An exact copy of each line below is needed, with no images in it.

═══ Records for this exercise

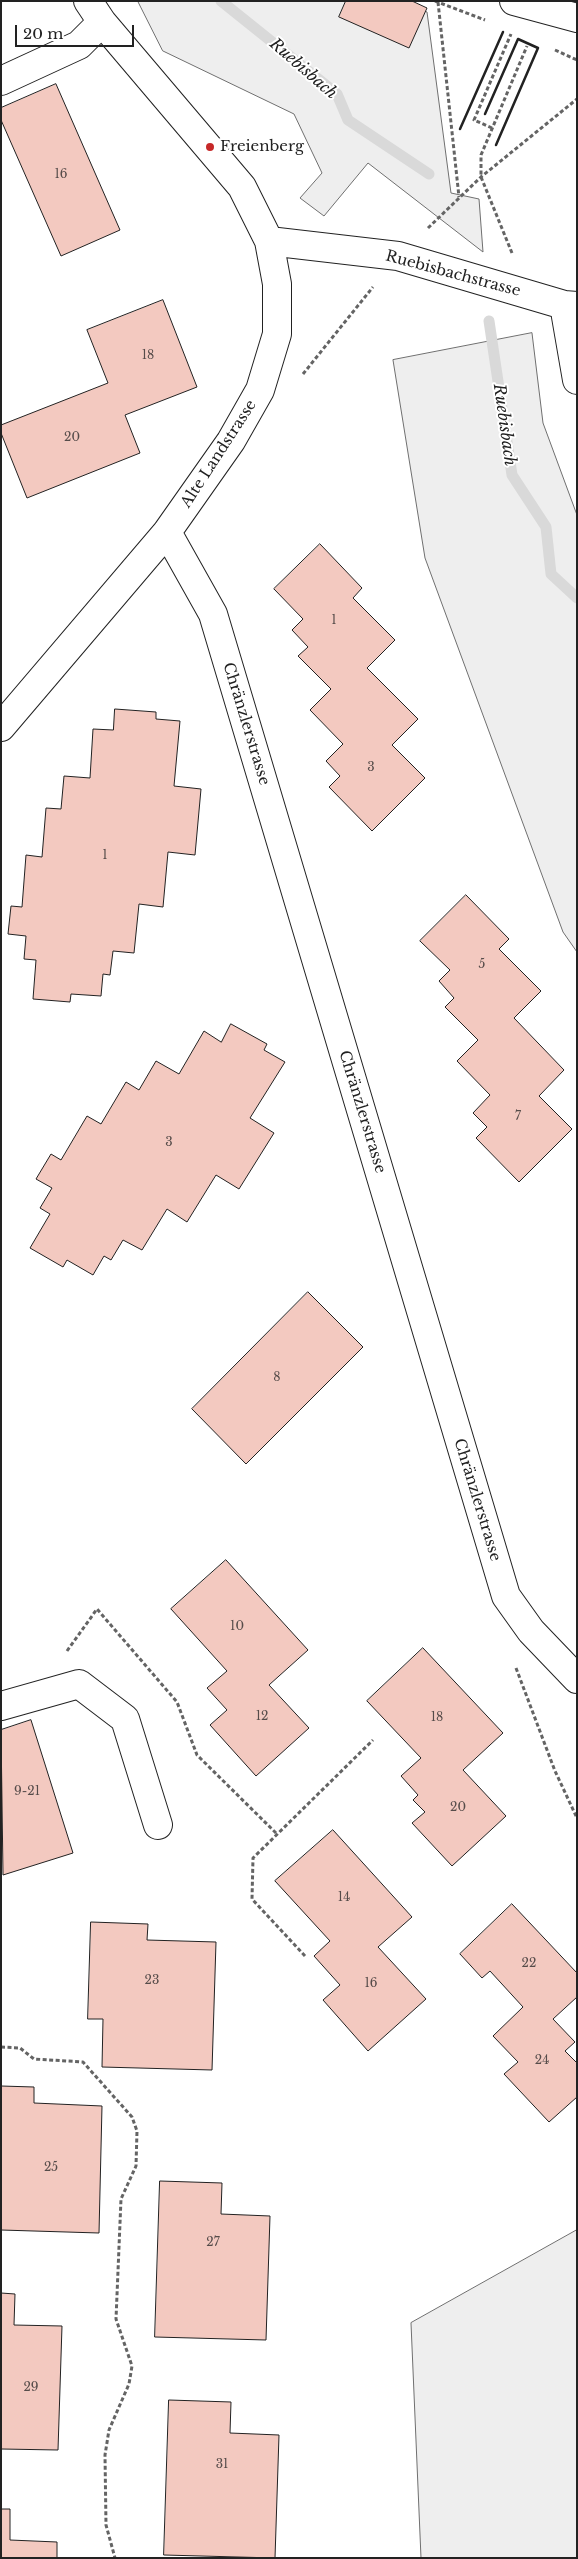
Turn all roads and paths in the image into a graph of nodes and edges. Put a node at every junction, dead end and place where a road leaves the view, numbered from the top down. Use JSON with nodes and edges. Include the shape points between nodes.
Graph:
{"nodes":[{"id":1,"x":514,"y":1,"type":"edge"},
{"id":2,"x":438,"y":2,"type":"edge"},
{"id":3,"x":95,"y":12,"type":"edge"},
{"id":4,"x":577,"y":18,"type":"edge"},
{"id":5,"x":512,"y":30,"type":"dead end"},
{"id":6,"x":527,"y":46,"type":"dead end"},
{"id":7,"x":1,"y":81,"type":"edge"},
{"id":8,"x":577,"y":99,"type":"edge"},
{"id":9,"x":492,"y":128,"type":"junction"},
{"id":10,"x":481,"y":177,"type":"junction"},
{"id":11,"x":459,"y":198,"type":"dead end"},
{"id":12,"x":269,"y":241,"type":"junction"},
{"id":13,"x":530,"y":294,"type":"junction"},
{"id":14,"x":571,"y":306,"type":"edge"},
{"id":15,"x":577,"y":380,"type":"edge"},
{"id":16,"x":167,"y":532,"type":"junction"},
{"id":17,"x":1,"y":727,"type":"edge"},
{"id":18,"x":513,"y":1660,"type":"dead end"},
{"id":19,"x":577,"y":1679,"type":"edge"},
{"id":20,"x":1,"y":1706,"type":"edge"},
{"id":21,"x":373,"y":1740,"type":"dead end"},
{"id":22,"x":577,"y":1818,"type":"edge"},
{"id":23,"x":158,"y":1825,"type":"dead end"},
{"id":24,"x":305,"y":1956,"type":"dead end"},
{"id":25,"x":1,"y":2048,"type":"edge"},
{"id":26,"x":115,"y":2558,"type":"edge"}],
"edges":[{"from":1,"to":4,"type":"street"},
{"from":2,"to":11,"type":"path"},
{"from":3,"to":7,"type":"street","via":[[78,45]]},
{"from":3,"to":12,"type":"street","name":"Alte Landstrasse","via":[[242,187]]},
{"from":5,"to":9,"type":"path","via":[[474,120]]},
{"from":6,"to":9,"type":"path"},
{"from":8,"to":10,"type":"path"},
{"from":9,"to":10,"type":"path","via":[[481,155]]},
{"from":10,"to":13,"type":"path"},
{"from":12,"to":13,"type":"street","name":"Ruebisbachstrasse","via":[[398,256]]},
{"from":12,"to":16,"type":"street","name":"Alte Landstrasse","via":[[277,284],[277,334],[260,390],[231,441]]},
{"from":13,"to":14,"type":"street","name":"Ruebisbachstrasse"},
{"from":14,"to":15,"type":"street"},
{"from":16,"to":17,"type":"street","name":"Alte Landstrasse"},
{"from":16,"to":19,"type":"street","name":"Chränzlerstrasse","via":[[213,614],[506,1596],[531,1631]]},
{"from":18,"to":22,"type":"path","via":[[555,1771]]},
{"from":20,"to":23,"type":"street","via":[[79,1684],[125,1720]]},
{"from":21,"to":24,"type":"path","via":[[253,1858],[252,1899]]},
{"from":25,"to":26,"type":"path","via":[[20,2048],[34,2058],[83,2062],[132,2116],[137,2131],[136,2166],[121,2199],[116,2319],[132,2366],[129,2384],[109,2430],[106,2455],[106,2525]]}]}
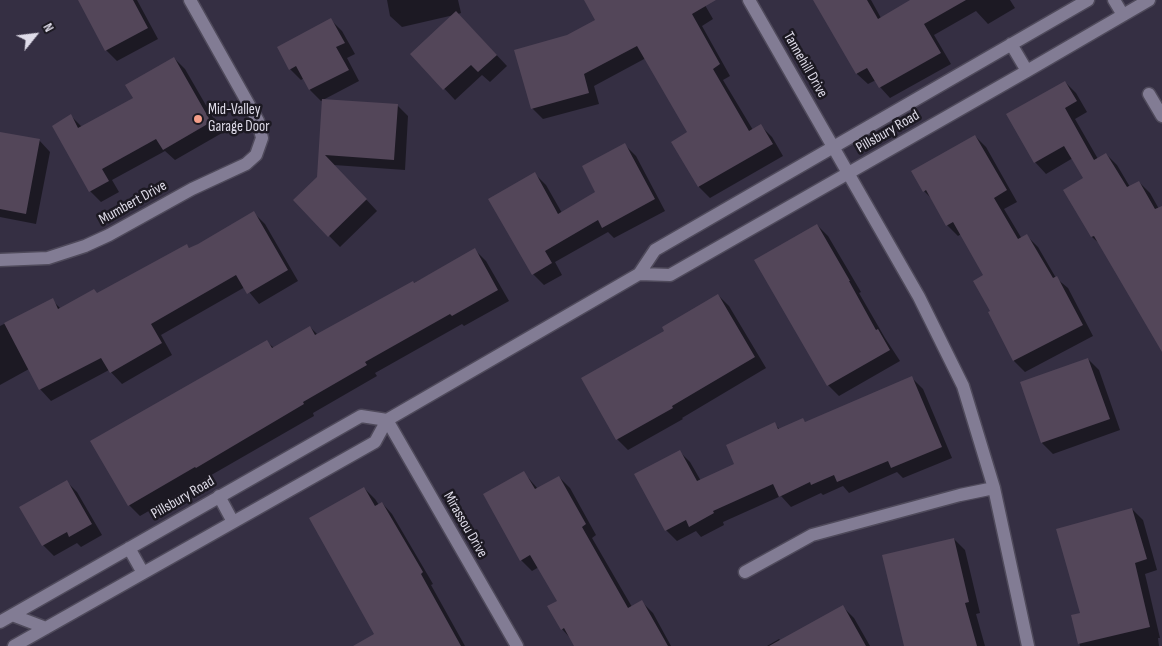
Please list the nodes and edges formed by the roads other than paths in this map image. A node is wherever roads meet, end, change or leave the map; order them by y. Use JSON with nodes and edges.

══════

◆ **Exercise result**
Turn all roads and paths in the image into a graph of nodes and edges. Put a node at every junction, dead end and place where a road leaves the view, numbered from the top down. Use JSON with nodes and edges. Include the shape points between nodes.
Graph:
{"nodes":[{"id":1,"x":514,"y":1,"type":"edge"},
{"id":2,"x":438,"y":2,"type":"edge"},
{"id":3,"x":95,"y":12,"type":"edge"},
{"id":4,"x":577,"y":18,"type":"edge"},
{"id":5,"x":512,"y":30,"type":"dead end"},
{"id":6,"x":527,"y":46,"type":"dead end"},
{"id":7,"x":1,"y":81,"type":"edge"},
{"id":8,"x":577,"y":99,"type":"edge"},
{"id":9,"x":492,"y":128,"type":"junction"},
{"id":10,"x":481,"y":177,"type":"junction"},
{"id":11,"x":459,"y":198,"type":"dead end"},
{"id":12,"x":269,"y":241,"type":"junction"},
{"id":13,"x":530,"y":294,"type":"junction"},
{"id":14,"x":571,"y":306,"type":"edge"},
{"id":15,"x":577,"y":380,"type":"edge"},
{"id":16,"x":167,"y":532,"type":"junction"},
{"id":17,"x":1,"y":727,"type":"edge"},
{"id":18,"x":513,"y":1660,"type":"dead end"},
{"id":19,"x":577,"y":1679,"type":"edge"},
{"id":20,"x":1,"y":1706,"type":"edge"},
{"id":21,"x":373,"y":1740,"type":"dead end"},
{"id":22,"x":577,"y":1818,"type":"edge"},
{"id":23,"x":158,"y":1825,"type":"dead end"},
{"id":24,"x":305,"y":1956,"type":"dead end"},
{"id":25,"x":1,"y":2048,"type":"edge"},
{"id":26,"x":115,"y":2558,"type":"edge"}],
"edges":[{"from":1,"to":4,"type":"street"},
{"from":2,"to":11,"type":"path"},
{"from":3,"to":7,"type":"street","via":[[78,45]]},
{"from":3,"to":12,"type":"street","name":"Alte Landstrasse","via":[[242,187]]},
{"from":5,"to":9,"type":"path","via":[[474,120]]},
{"from":6,"to":9,"type":"path"},
{"from":8,"to":10,"type":"path"},
{"from":9,"to":10,"type":"path","via":[[481,155]]},
{"from":10,"to":13,"type":"path"},
{"from":12,"to":13,"type":"street","name":"Ruebisbachstrasse","via":[[398,256]]},
{"from":12,"to":16,"type":"street","name":"Alte Landstrasse","via":[[277,284],[277,334],[260,390],[231,441]]},
{"from":13,"to":14,"type":"street","name":"Ruebisbachstrasse"},
{"from":14,"to":15,"type":"street"},
{"from":16,"to":17,"type":"street","name":"Alte Landstrasse"},
{"from":16,"to":19,"type":"street","name":"Chränzlerstrasse","via":[[213,614],[506,1596],[531,1631]]},
{"from":18,"to":22,"type":"path","via":[[555,1771]]},
{"from":20,"to":23,"type":"street","via":[[79,1684],[125,1720]]},
{"from":21,"to":24,"type":"path","via":[[253,1858],[252,1899]]},
{"from":25,"to":26,"type":"path","via":[[20,2048],[34,2058],[83,2062],[132,2116],[137,2131],[136,2166],[121,2199],[116,2319],[132,2366],[129,2384],[109,2430],[106,2455],[106,2525]]}]}
Please list the nodes and edges formed by the roads other than paths in this map image. A node is wherever roads meet, end, change or leave the map; order them by y. Use JSON with nodes and edges.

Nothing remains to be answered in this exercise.